Title 22 O.S. 1971 § 583 [22-583] states:
"If the indictment or information is for a felony, the defendant must be personally present at the trial, but if for a misdemeanor not punishable by imprisonment, the trial may be had in the absence of the defendant; if, however, his presence is necessary for the purpose of identification, the court may, upon application of the county attorney, by an order or warrant, require the personal attendance of the defendant at the trial."
This Court has held in the past that under these two statutes, it is reversible error to try the defendant in absentia or while handcuffed. See McQueen v. State, Okl.Cr., 421 P.2d 284; Booze v. State, Okl.Cr., 390 P.2d 261, and French v. State, Okl.Cr., 377 P.2d 501. These cases, and others which hold the same, are hereby expressly overruled to the extent they conflict with this opinion.
¶13 Two of the basic rights of the accused are to be cloaked with the presumption of innocence until proven guilty and the right to be present in the courtroom at every stage of his trial. However, it is our opinion that these two rights may be waived if defendant engages in misconduct so disruptive and disrespectful that the trial cannot continue. See Illinois v. Allen, 397 U.S. 337, 90 S. Ct. 1057, 25 L. Ed. 2d 353 (1970). To hold otherwise would result in an accused, such as the defendant in the instant case, never being tried and we do not believe the legislature in passing the above statute intended this end result.
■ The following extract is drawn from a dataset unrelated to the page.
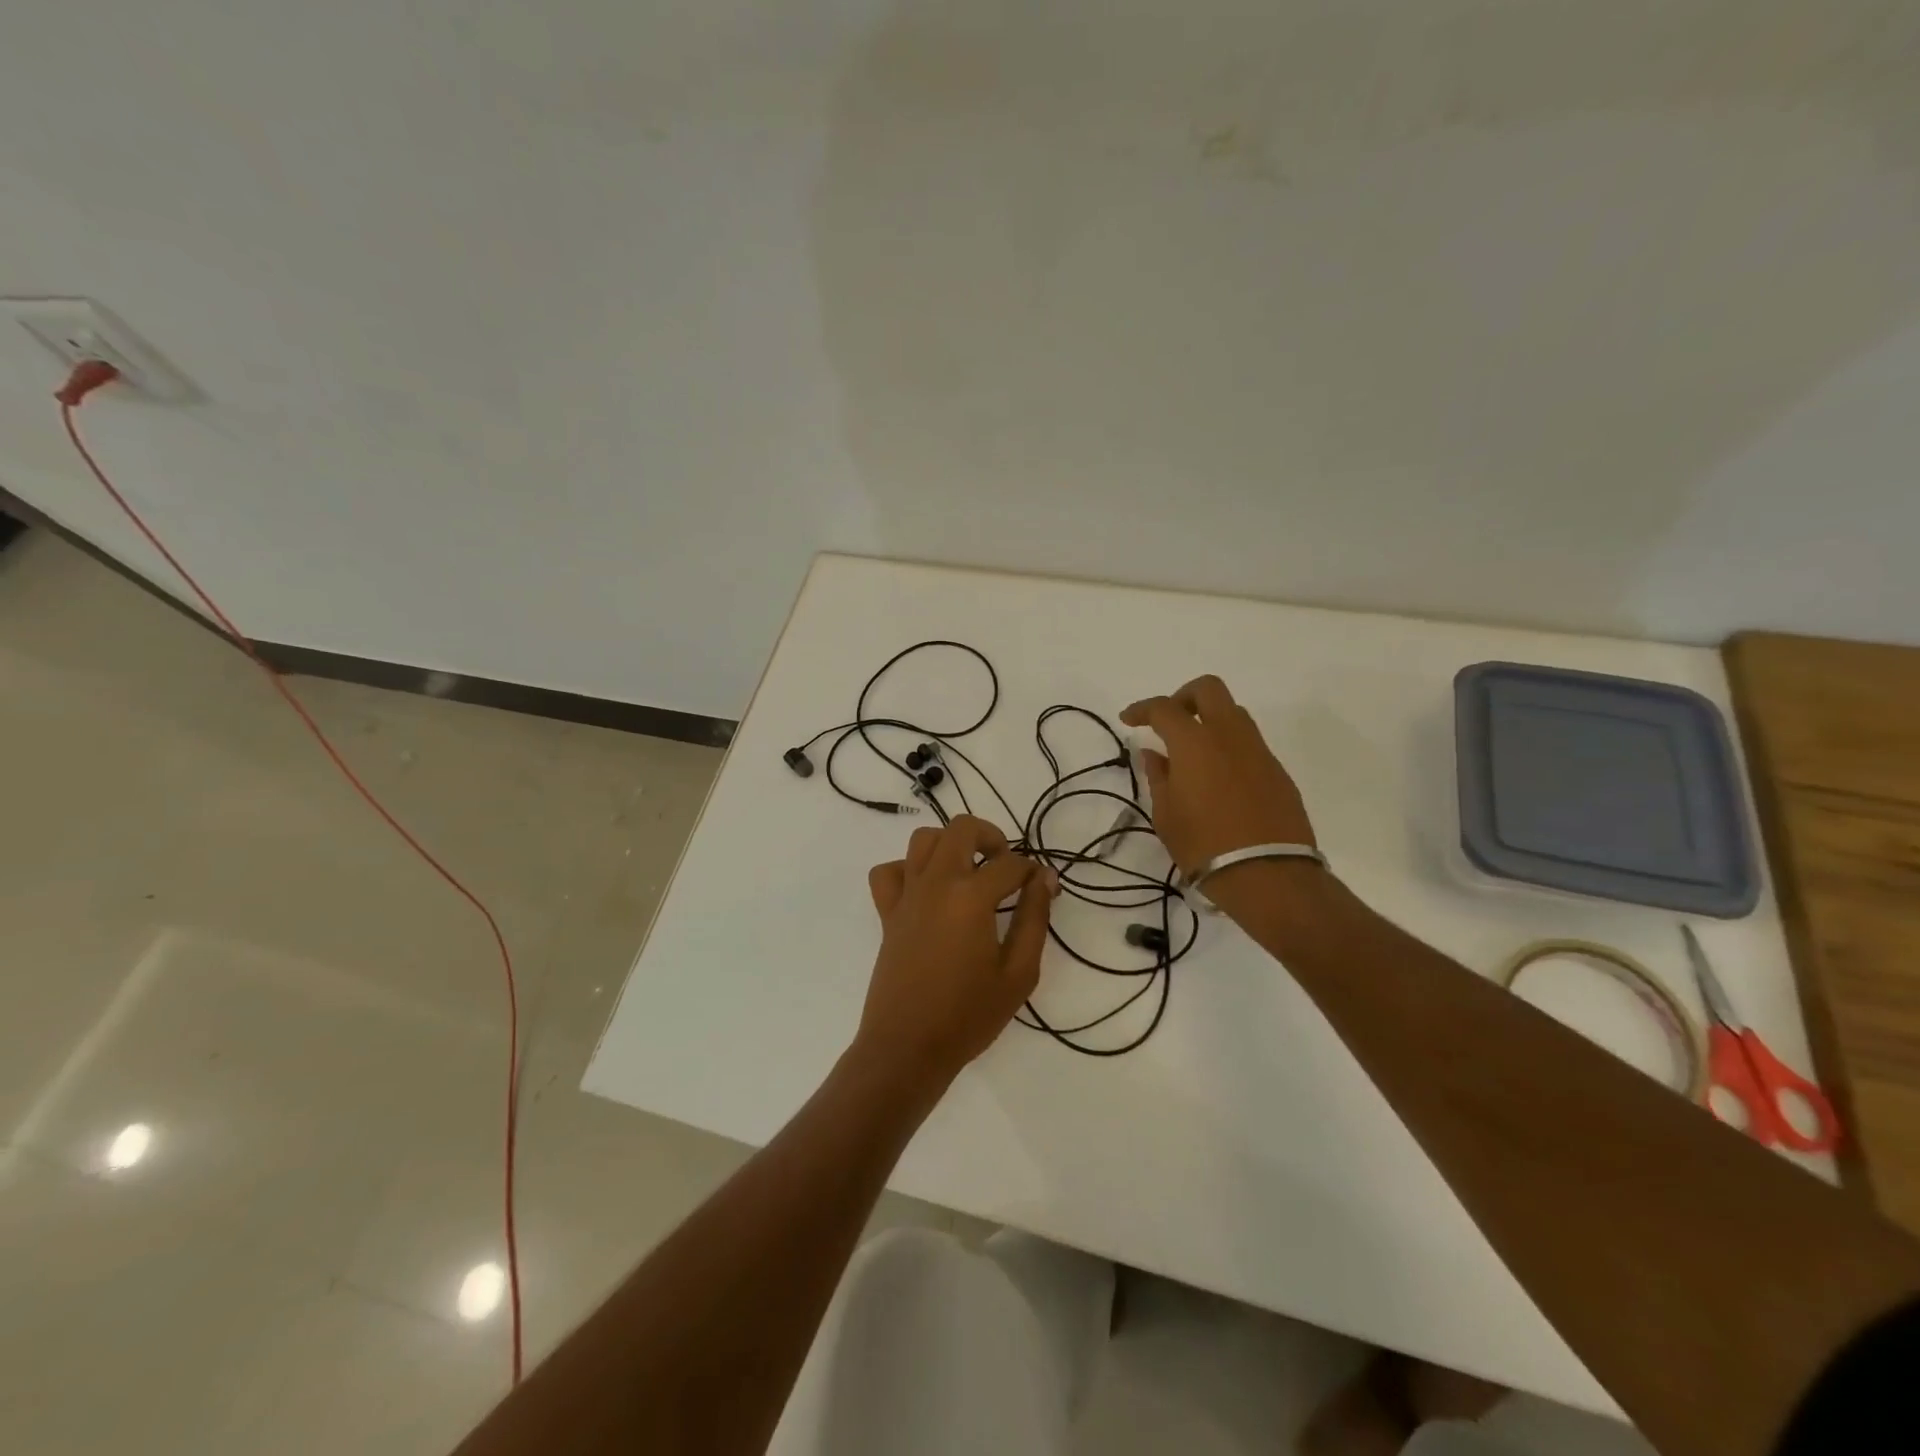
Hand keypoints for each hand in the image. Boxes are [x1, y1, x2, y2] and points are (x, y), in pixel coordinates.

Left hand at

¶14 It is our opinion, and we so hold, that when a trial judge is faced with a disruptive, disrespectful, and contemptuous defendant, such as in the instant case, he should first cite the defendant for contempt, to be disposed of at a later date, bind and gag him, thereby keeping the defendant present during the trial, or take the defendant out of the courtroom until he promises to conduct himself properly.
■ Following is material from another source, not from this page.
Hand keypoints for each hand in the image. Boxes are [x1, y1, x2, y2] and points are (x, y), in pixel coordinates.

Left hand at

¶15 In the instant case we must commend Judge Carmon Harris for the manner in which he handled a most difficult proceeding. Judge Harris gave the defendant every opportunity to be present during his trial and to be present without handcuffs. He further made every effort to safeguard all the defendant's rights during the course of the trial. We therefore hold Judge Harris' measures were entirely appropriate under the circumstances.
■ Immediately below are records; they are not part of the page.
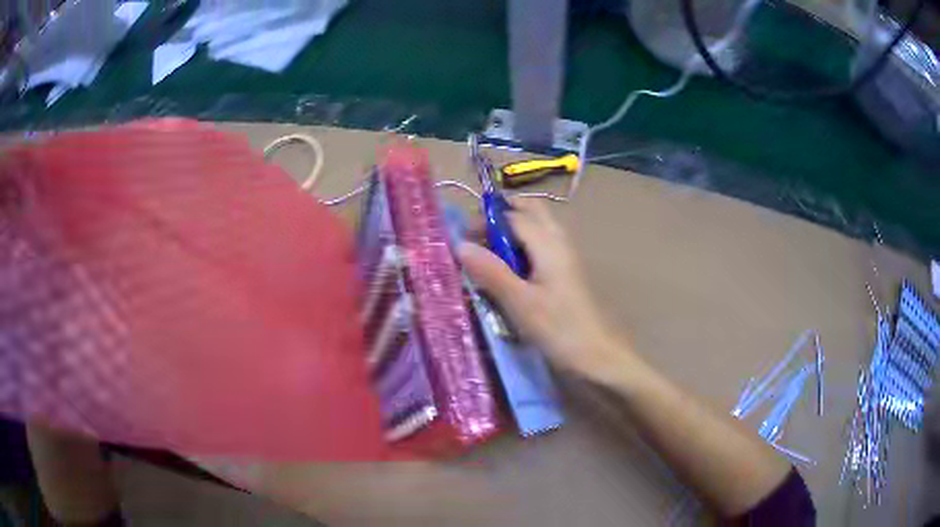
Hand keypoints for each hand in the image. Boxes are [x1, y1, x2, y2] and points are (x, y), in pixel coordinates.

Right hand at [458, 198, 628, 383]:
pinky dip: (523, 247)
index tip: (462, 241)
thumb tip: (460, 244)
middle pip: (531, 211)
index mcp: (548, 243)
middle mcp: (559, 241)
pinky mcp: (567, 272)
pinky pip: (542, 245)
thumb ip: (491, 271)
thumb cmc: (559, 329)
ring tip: (490, 254)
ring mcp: (566, 256)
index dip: (485, 221)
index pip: (512, 215)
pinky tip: (511, 272)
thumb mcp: (520, 303)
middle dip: (503, 214)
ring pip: (539, 227)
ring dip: (513, 230)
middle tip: (479, 237)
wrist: (599, 355)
¶16 Judgment and sentence affirmed.
BLISS, P.J., concurs.
BRETT, Judge (specially concurring):
¶1 I concur in this decision, but I believe the defendant should be removed from the courtroom to another nearby room, under the circumstances described herein, rather than binding and gagging him. It is defendant's constitutional right to be confronted by his accusers that is being waived by the accused person. Consequently, it appears to be more proper to place the accused in a nearby room than to bind and gag him in the presence of the jury. I feel compelled to state, however, that the nearby room must be sufficiently close for defense counsel to consult with him, as the need arises.